Chapter 17 Analyzing Starlight
17.6 Collaborative Group Activities
Collaborative Group Activities
- The Voyagers in Astronomy feature on Annie Cannon: Classifier of the Stars discusses some of the difficulties women who wanted to do astronomy faced in the first half of the twentieth century. What does your group think about the situation for women today? Do men and women have an equal chance to become scientists? Discuss with your group whether, in your experience, boys and girls were equally encouraged to do science and math where you went to school.
- In the section on magnitudes in The Brightness of Stars, we discussed how this old system of classifying how bright different stars appear to the eye first developed. Your authors complained about the fact that this old system still has to be taught to every generation of new students. Can your group think of any other traditional systems of doing things in science and measurement where tradition rules even though common sense says a better system could certainly be found. Explain. (Hint: Try Daylight Savings Time, or metric versus English units.)
- Suppose you could observe a star that has only one spectral line. Could you tell what element that spectral line comes from? Make a list of reasons with your group about why you answered yes or no.

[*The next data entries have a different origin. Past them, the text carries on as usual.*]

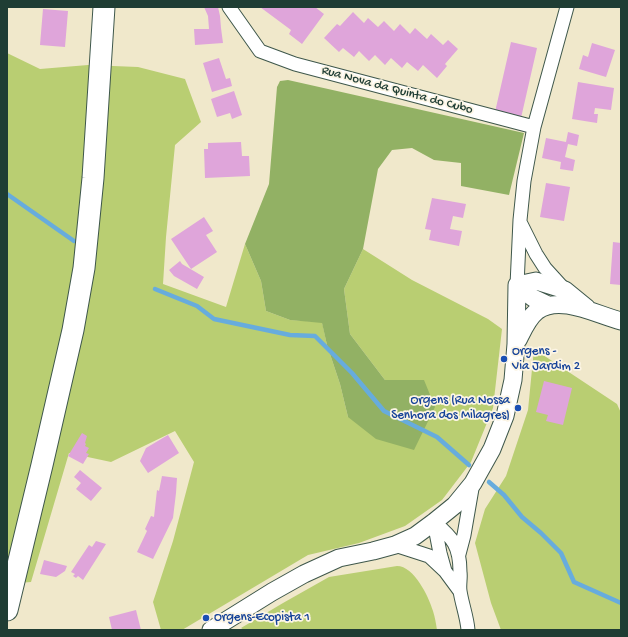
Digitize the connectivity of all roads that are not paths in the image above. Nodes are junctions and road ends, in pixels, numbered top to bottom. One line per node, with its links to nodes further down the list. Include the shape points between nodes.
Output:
1 (104, 7): 18 (main road, via 84,268 42,465)
2 (229, 7): 4 (street, Rua Nova da Quinta do Cubo, via 260,51 295,64)
3 (567, 7): 4 (street)
4 (534, 127): 5 (street)
5 (520, 220): 6 (street); 7 (street, via 545,268)
6 (517, 285): 7 (street, via 536,281); 8 (street); 11 (street)
7 (565, 290): 9 (street)
8 (548, 306): 9 (street, via 558,304); 11 (street, via 528,321)
9 (589, 310): 10 (street)
10 (621, 322)
11 (516, 344): 12 (street, via 513,380 505,416 492,449)
12 (474, 483): 13 (street, via 455,505); 15 (street)
13 (434, 522): 14 (street, via 415,536); 15 (street, via 449,535); 16 (street)
14 (395, 545): 16 (street, via 428,556); 19 (street, via 339,558 304,574)
15 (459, 554): 17 (street)
16 (445, 571): 17 (street)
17 (459, 590): 20 (street)
18 (7, 610)
19 (211, 630)
20 (468, 630)

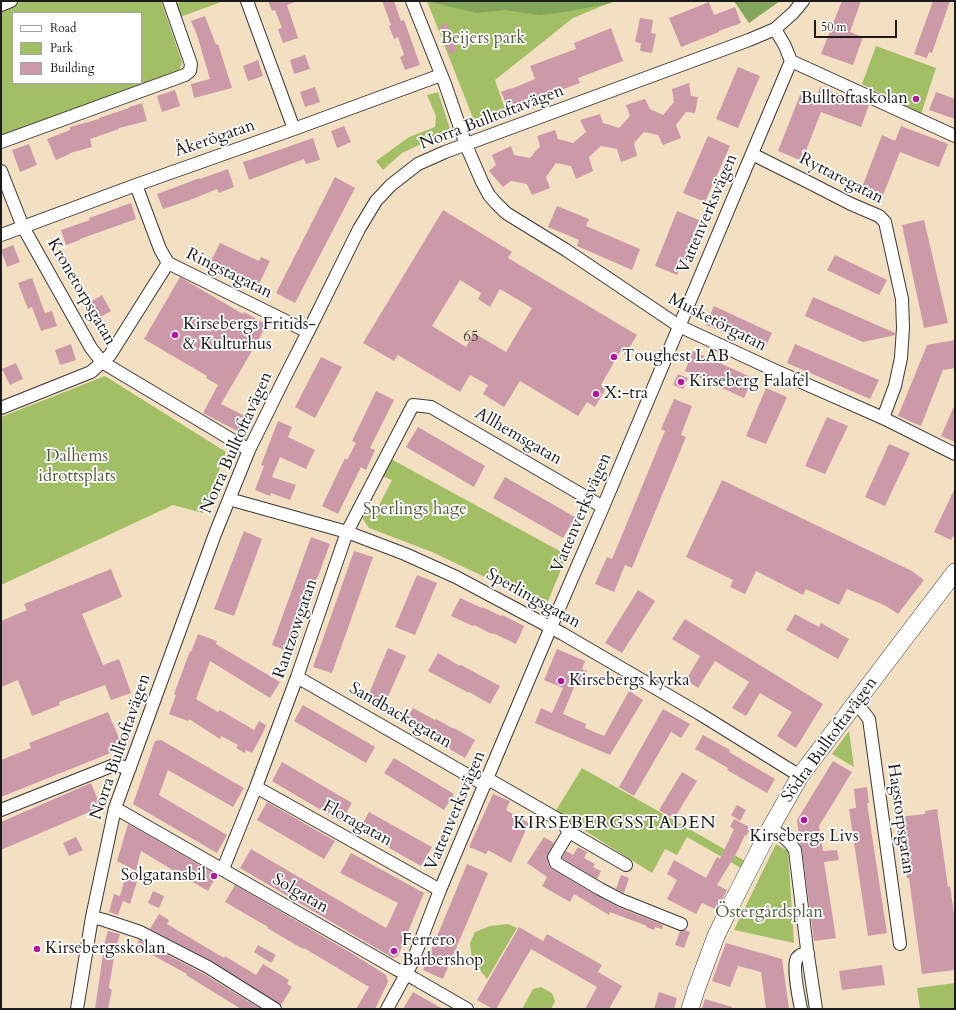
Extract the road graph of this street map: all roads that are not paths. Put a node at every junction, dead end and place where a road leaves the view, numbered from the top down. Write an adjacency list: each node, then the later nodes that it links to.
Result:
1 (11, 1): 6 (street)
2 (169, 1): 12 (street)
3 (246, 1): 10 (street)
4 (412, 1): 9 (street, Musketörgatan)
5 (803, 1): 7 (street, Norra Bulltoftavägen)
6 (1, 5)
7 (775, 28): 8 (street); 13 (street, Norra Bulltoftavägen)
8 (791, 60): 11 (street); 14 (street, Vattenverksvägen)
9 (441, 76): 10 (street, Åkerögatan); 13 (street, Musketörgatan)
10 (294, 129): 16 (street, Åkerögatan)
11 (955, 136)
12 (1, 142)
13 (466, 145): 20 (street, Musketörgatan); 21 (street, Norra Bulltoftavägen)
14 (752, 154): 20 (street, Vattenverksvägen); 25 (street, Ryttaregatan)
15 (1, 171): 17 (street, Kronetorpsgatan)
16 (136, 185): 17 (street, Åkerögatan); 19 (street, Ringstagatan)
17 (23, 227): 18 (street, Åkerögatan); 22 (street, Kronetorpsgatan)
18 (1, 235)
19 (168, 263): 21 (street, Ringstagatan); 22 (street)
20 (679, 326): 25 (street, Musketörgatan); 29 (street, Vattenverksvägen)
21 (308, 332): 26 (street, Norra Bulltoftavägen)
22 (102, 362): 24 (street); 26 (street, Kronetorpsgatan)
23 (413, 405): 29 (street, Allhemsgatan); 30 (street, Rantzowgatan)
24 (1, 408)
25 (883, 418): 27 (street, Musketörgatan)
26 (249, 450): 28 (street, Norra Bulltoftavägen)
27 (955, 454)
28 (229, 499): 30 (street, Sperlingsgatan); 35 (street, Norra Bulltoftavägen)
29 (603, 507): 32 (street, Vattenverksvägen)
30 (347, 532): 32 (street, Sperlingsgatan); 33 (street, Rantzowgatan)
31 (955, 572): 34 (street, Södra Bulltoftavägen)
32 (551, 627): 36 (street, Sperlingsgatan); 37 (street, Vattenverksvägen)
33 (297, 677): 37 (street, Sandbackegatan); 38 (street, Rantzowgatan)
34 (855, 704): 36 (street, Södra Bulltoftavägen); 48 (street, Hagstorpsgatan)
35 (130, 768): 39 (street, Norra Bulltoftavägen); 40 (street)
36 (800, 776): 41 (street, Södra Bulltoftavägen)
37 (487, 782): 42 (street, Sandbackegatan); 45 (street, Vattenverksvägen)
38 (256, 787): 44 (street, Rantzowgatan); 45 (street, Floragatan)
39 (115, 808): 44 (street, Solgatan); 46 (street, Norra Bulltoftavägen)
40 (1, 810)
41 (770, 829): 49 (street); 55 (street, Södra Bulltoftavägen)
42 (569, 832): 43 (street, Sandbackegatan); 47 (street)
43 (626, 865)
44 (222, 869): 50 (street, Solgatan)
45 (440, 890): 50 (street, Vattenverksvägen)
46 (92, 918): 51 (street, Norra Bulltoftavägen); 52 (street)
47 (681, 924)
48 (900, 944)
49 (808, 953): 56 (street); 57 (street)
50 (405, 975): 53 (street, Vattenverksvägen); 54 (street, Solgatan)
51 (77, 1009)
52 (275, 1009)
53 (387, 1009)
54 (467, 1009)
55 (690, 1009)
56 (801, 1009)
57 (816, 1009)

- A wealthy alumnus of your college decides to give ?50 million to the astronomy department to build a world-class observatory for learning more about the characteristics of stars. Have your group discuss what kind of equipment they would put in the observatory. Where should this observatory be located? Justify your answers. (You may want to refer back to the Astronomical Instruments chapter and to revisit this question as you learn more about the stars and equipment for observing them in future chapters.)
- For some astronomers, introducing a new spectral type for the stars (like the types L, T, and Y discussed in the text) is similar to introducing a new area code for telephone calls. No one likes to disrupt the old system, but sometimes it is simply necessary. Have your group make a list of steps an astronomer would have to go through to persuade colleagues that a new spectral class is needed.